Sat down yesterday at a (socially distanced) cafe to discuss a circular economy collaboration between a manufacturing company and one of their distributors. We were three and our order was a soda, a hot coffee and a cold coffee. The minute we sat down, the enormity and absurdity of the problem was glaring right at me, manifested in our 3 drinks: they are mostly identical products ( 99% water) and yet, 7 different materials were intermingled to serve as various forms of containment. It was a perfect example of the circular economy challenge and opportunity.


What is the opportunity? We have the technology and materials to produce solutions for all beverage types from a single, fully recyclable plastic material. Obviously, this would allow for a far simpler and more profitable material recovery process from this cafe and so many others. What would be the actual benefit? So rarely do we quantify the outcomes. So rarely are the actions taken significant.

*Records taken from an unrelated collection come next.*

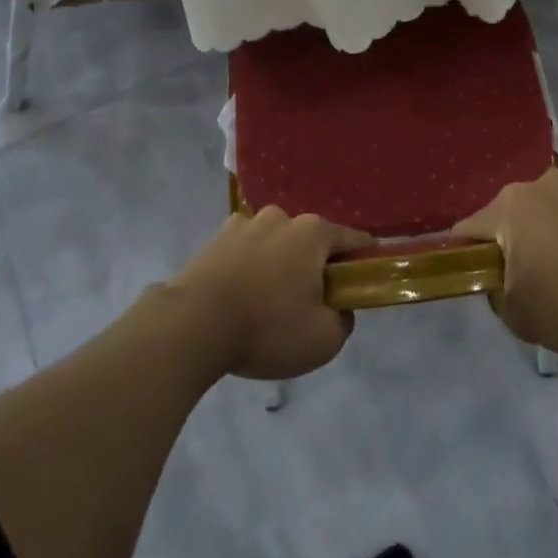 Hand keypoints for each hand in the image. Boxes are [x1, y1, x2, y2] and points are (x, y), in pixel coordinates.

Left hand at [166, 207, 373, 380]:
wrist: (192, 324)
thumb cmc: (267, 327)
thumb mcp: (323, 340)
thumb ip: (343, 321)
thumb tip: (340, 308)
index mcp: (314, 232)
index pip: (354, 240)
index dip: (364, 261)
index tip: (364, 283)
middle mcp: (282, 217)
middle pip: (312, 241)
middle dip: (315, 266)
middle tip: (310, 304)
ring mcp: (245, 223)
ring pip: (276, 243)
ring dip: (279, 264)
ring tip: (268, 303)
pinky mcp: (215, 238)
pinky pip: (245, 250)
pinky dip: (249, 267)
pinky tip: (240, 296)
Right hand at [452, 168, 557, 354]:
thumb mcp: (517, 316)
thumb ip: (495, 293)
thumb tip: (499, 280)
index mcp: (509, 208)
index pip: (469, 228)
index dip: (466, 252)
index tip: (476, 273)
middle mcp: (541, 183)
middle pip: (514, 212)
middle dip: (515, 238)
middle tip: (531, 274)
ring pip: (554, 206)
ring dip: (554, 228) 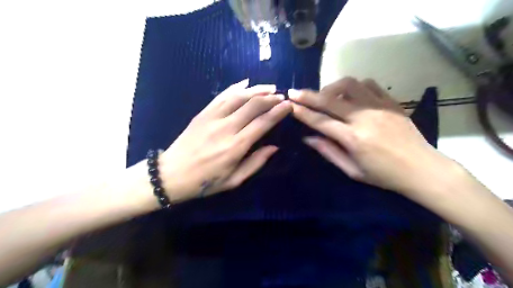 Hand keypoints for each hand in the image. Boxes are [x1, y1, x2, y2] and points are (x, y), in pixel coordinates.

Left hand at [157, 78, 292, 201]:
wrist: (171, 174)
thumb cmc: (205, 181)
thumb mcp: (234, 180)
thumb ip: (256, 162)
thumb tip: (274, 147)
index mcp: (236, 146)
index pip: (263, 123)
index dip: (278, 112)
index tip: (289, 105)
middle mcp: (226, 127)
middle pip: (253, 105)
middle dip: (271, 98)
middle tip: (282, 96)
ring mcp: (212, 117)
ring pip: (239, 96)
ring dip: (256, 90)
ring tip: (270, 87)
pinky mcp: (203, 113)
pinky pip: (222, 96)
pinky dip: (235, 87)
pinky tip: (246, 83)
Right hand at [288, 76, 456, 194]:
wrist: (422, 169)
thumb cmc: (383, 175)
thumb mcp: (352, 171)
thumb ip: (329, 152)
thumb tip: (308, 138)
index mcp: (353, 139)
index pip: (321, 121)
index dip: (303, 113)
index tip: (290, 105)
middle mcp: (364, 118)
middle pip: (330, 100)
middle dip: (308, 95)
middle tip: (294, 92)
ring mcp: (379, 107)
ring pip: (350, 85)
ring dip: (332, 87)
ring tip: (325, 95)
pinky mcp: (391, 102)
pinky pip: (369, 84)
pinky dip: (354, 86)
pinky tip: (350, 94) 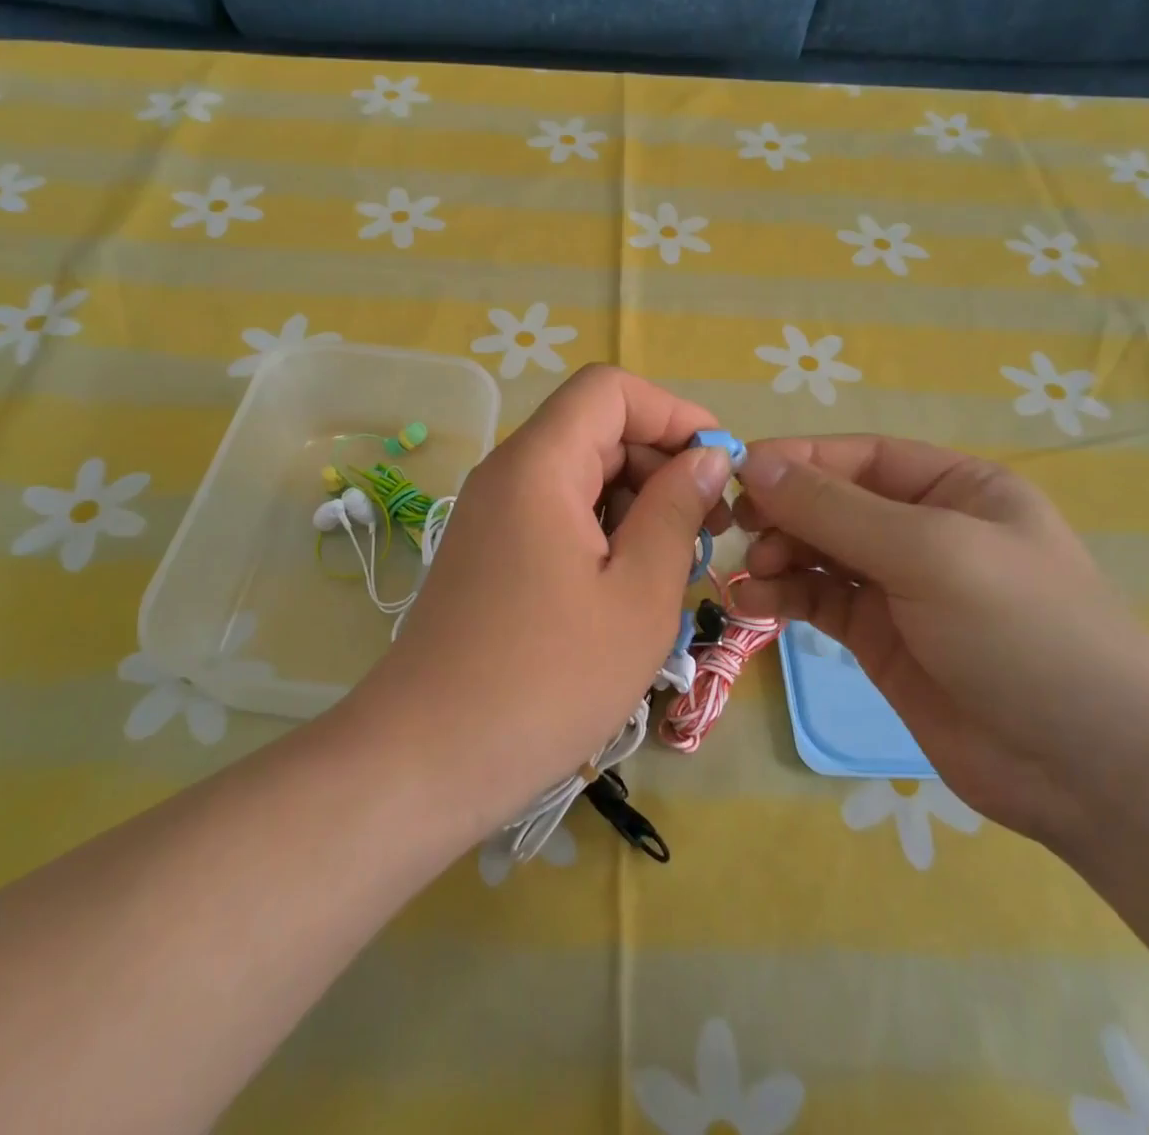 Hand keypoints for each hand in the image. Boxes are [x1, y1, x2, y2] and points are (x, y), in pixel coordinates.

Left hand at [336, 366, 732, 840]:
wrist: (429, 759)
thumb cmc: (547, 679)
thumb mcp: (638, 594)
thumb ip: (676, 510)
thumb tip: (708, 458)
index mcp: (539, 465)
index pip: (610, 389)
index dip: (673, 413)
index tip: (719, 467)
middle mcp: (508, 474)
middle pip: (596, 429)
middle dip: (661, 463)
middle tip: (709, 531)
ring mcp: (493, 514)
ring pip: (580, 475)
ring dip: (637, 504)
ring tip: (675, 567)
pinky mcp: (490, 552)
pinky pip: (557, 514)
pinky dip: (603, 532)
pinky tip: (629, 587)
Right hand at [733, 436, 1148, 849]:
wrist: (1093, 771)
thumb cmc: (1023, 632)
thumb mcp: (929, 553)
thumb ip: (835, 509)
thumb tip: (753, 463)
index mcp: (952, 488)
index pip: (858, 457)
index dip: (796, 460)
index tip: (736, 473)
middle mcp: (922, 529)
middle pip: (832, 503)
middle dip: (784, 511)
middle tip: (739, 529)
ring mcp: (899, 587)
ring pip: (819, 552)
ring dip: (778, 555)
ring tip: (751, 573)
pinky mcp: (879, 638)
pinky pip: (819, 600)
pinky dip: (784, 596)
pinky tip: (754, 602) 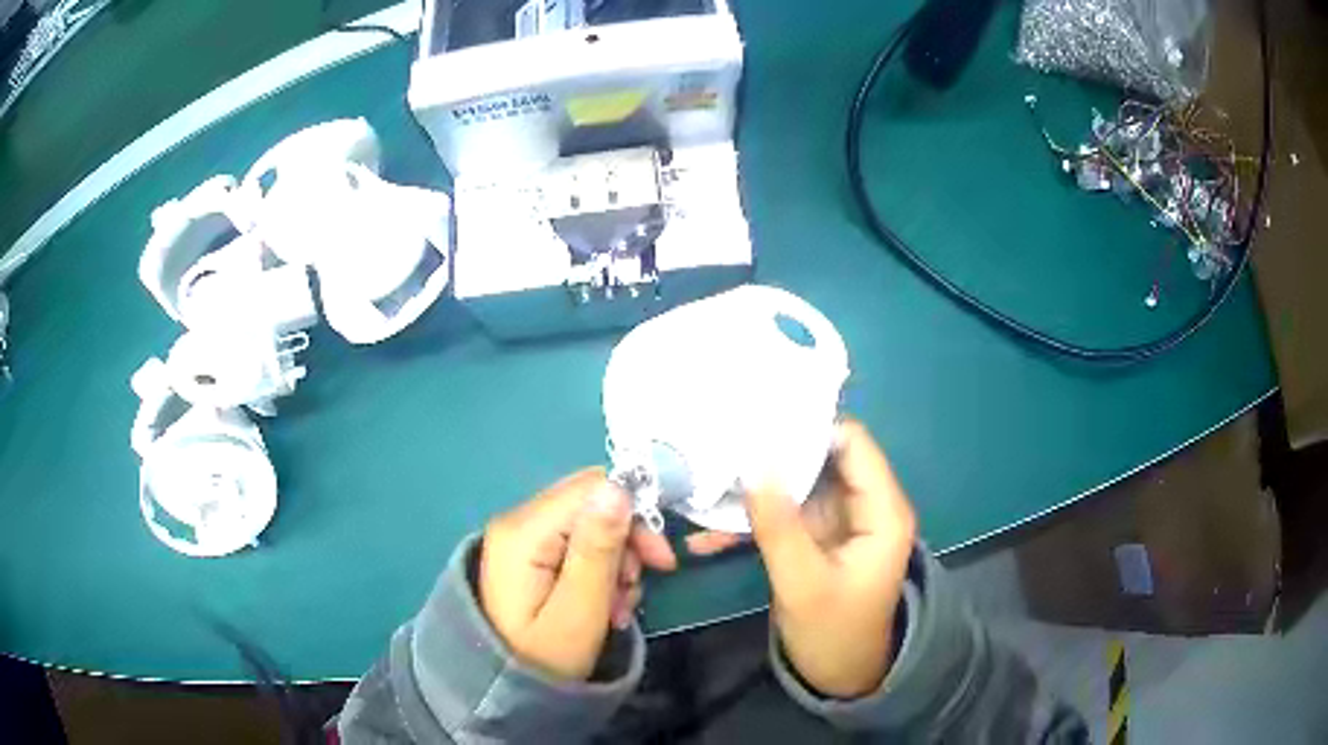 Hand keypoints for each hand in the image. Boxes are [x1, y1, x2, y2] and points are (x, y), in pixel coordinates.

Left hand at [479, 468, 677, 680]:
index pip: (592, 489)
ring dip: (616, 563)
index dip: (635, 515)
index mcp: (524, 531)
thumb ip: (598, 549)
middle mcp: (518, 522)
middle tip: (637, 588)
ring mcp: (520, 538)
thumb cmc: (542, 658)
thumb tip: (619, 487)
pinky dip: (599, 571)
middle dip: (627, 543)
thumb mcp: (579, 610)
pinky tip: (605, 605)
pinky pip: (576, 545)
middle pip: (591, 503)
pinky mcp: (528, 555)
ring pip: (589, 525)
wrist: (501, 691)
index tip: (661, 561)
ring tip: (618, 608)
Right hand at [688, 420, 916, 697]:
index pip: (852, 443)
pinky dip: (749, 522)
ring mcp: (836, 521)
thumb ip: (779, 525)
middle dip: (770, 458)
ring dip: (752, 493)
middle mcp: (863, 505)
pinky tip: (705, 537)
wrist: (840, 676)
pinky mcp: (814, 537)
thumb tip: (754, 464)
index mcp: (881, 511)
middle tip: (716, 451)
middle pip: (818, 459)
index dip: (808, 430)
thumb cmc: (834, 633)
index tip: (755, 428)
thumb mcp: (804, 584)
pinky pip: (781, 516)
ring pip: (793, 487)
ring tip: (701, 491) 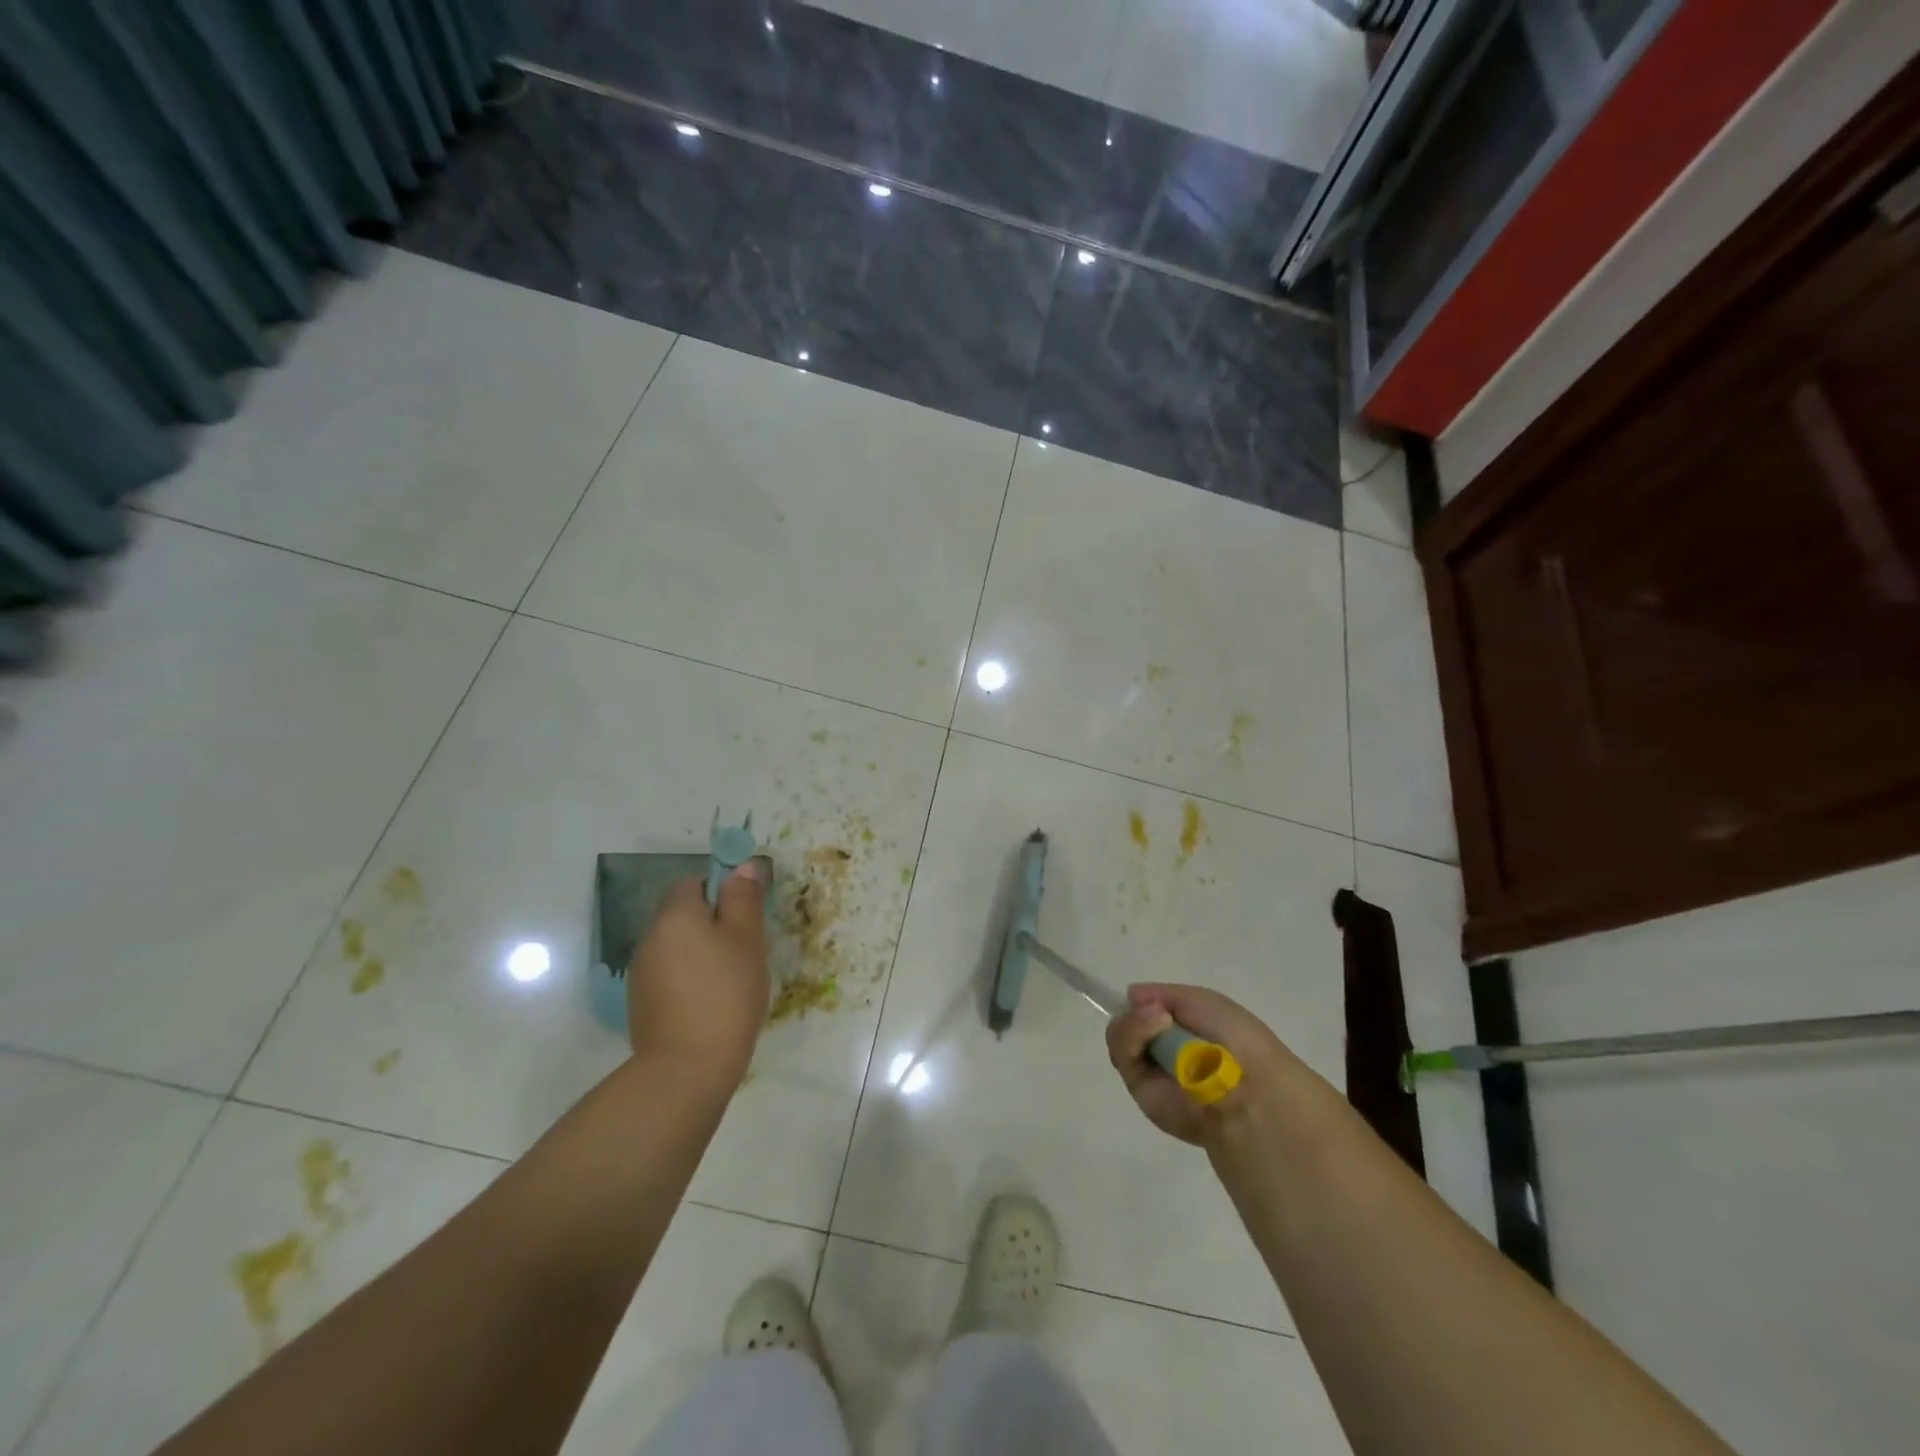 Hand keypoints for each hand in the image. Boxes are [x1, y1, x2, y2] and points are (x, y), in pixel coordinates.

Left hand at [627, 865, 769, 1089]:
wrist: (686, 1069)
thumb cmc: (725, 993)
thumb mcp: (747, 939)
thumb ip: (744, 898)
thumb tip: (742, 866)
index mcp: (674, 915)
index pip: (692, 882)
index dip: (720, 891)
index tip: (745, 916)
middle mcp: (650, 937)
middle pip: (682, 915)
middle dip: (713, 924)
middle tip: (746, 948)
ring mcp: (641, 973)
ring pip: (677, 946)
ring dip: (701, 952)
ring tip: (732, 979)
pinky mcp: (642, 1004)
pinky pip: (670, 975)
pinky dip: (690, 979)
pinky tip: (711, 1003)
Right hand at [1105, 983, 1297, 1145]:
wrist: (1247, 1086)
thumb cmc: (1234, 1037)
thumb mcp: (1202, 1000)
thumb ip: (1163, 994)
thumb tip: (1131, 996)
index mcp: (1185, 1035)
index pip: (1148, 1014)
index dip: (1144, 1004)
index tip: (1148, 999)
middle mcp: (1165, 1053)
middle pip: (1128, 1024)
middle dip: (1137, 1012)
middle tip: (1157, 1011)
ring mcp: (1151, 1072)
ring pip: (1121, 1037)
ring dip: (1135, 1021)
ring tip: (1160, 1019)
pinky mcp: (1140, 1090)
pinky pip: (1123, 1055)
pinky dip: (1132, 1033)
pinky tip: (1155, 1026)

I know accounting isn’t everyone’s favorite pastime, but specifically environmental accounting happens to be mine. Until I see a lifecycle assessment I’m skeptical of even the most seemingly green solution. And I couldn’t let the thoughts about our 7-materials paradox go. So, once back on the computer I recorded the weights and built 2 mini-scenarios on ECO-OS. The baseline was the “7-material BAU” and the alternative a closed-loop polypropylene cycle.


The results? Quite astounding: an 85% reduction in upstream greenhouse gas emissions (savings in material extraction and production impacts) and a 95% reduction in the downstream impacts (despite some extra recycling efforts, the overall waste disposal and management impacts are lower). While seeming fantastic - these numbers are technically in reach and business-wise -feasible. We have the technology, we simply haven’t put enough efforts in it.


My conclusion for the weekend (and far beyond): we could have a much lighter impact on our environment and we must. And just imagine the positive impact this extra efficiency would have on our prosperity.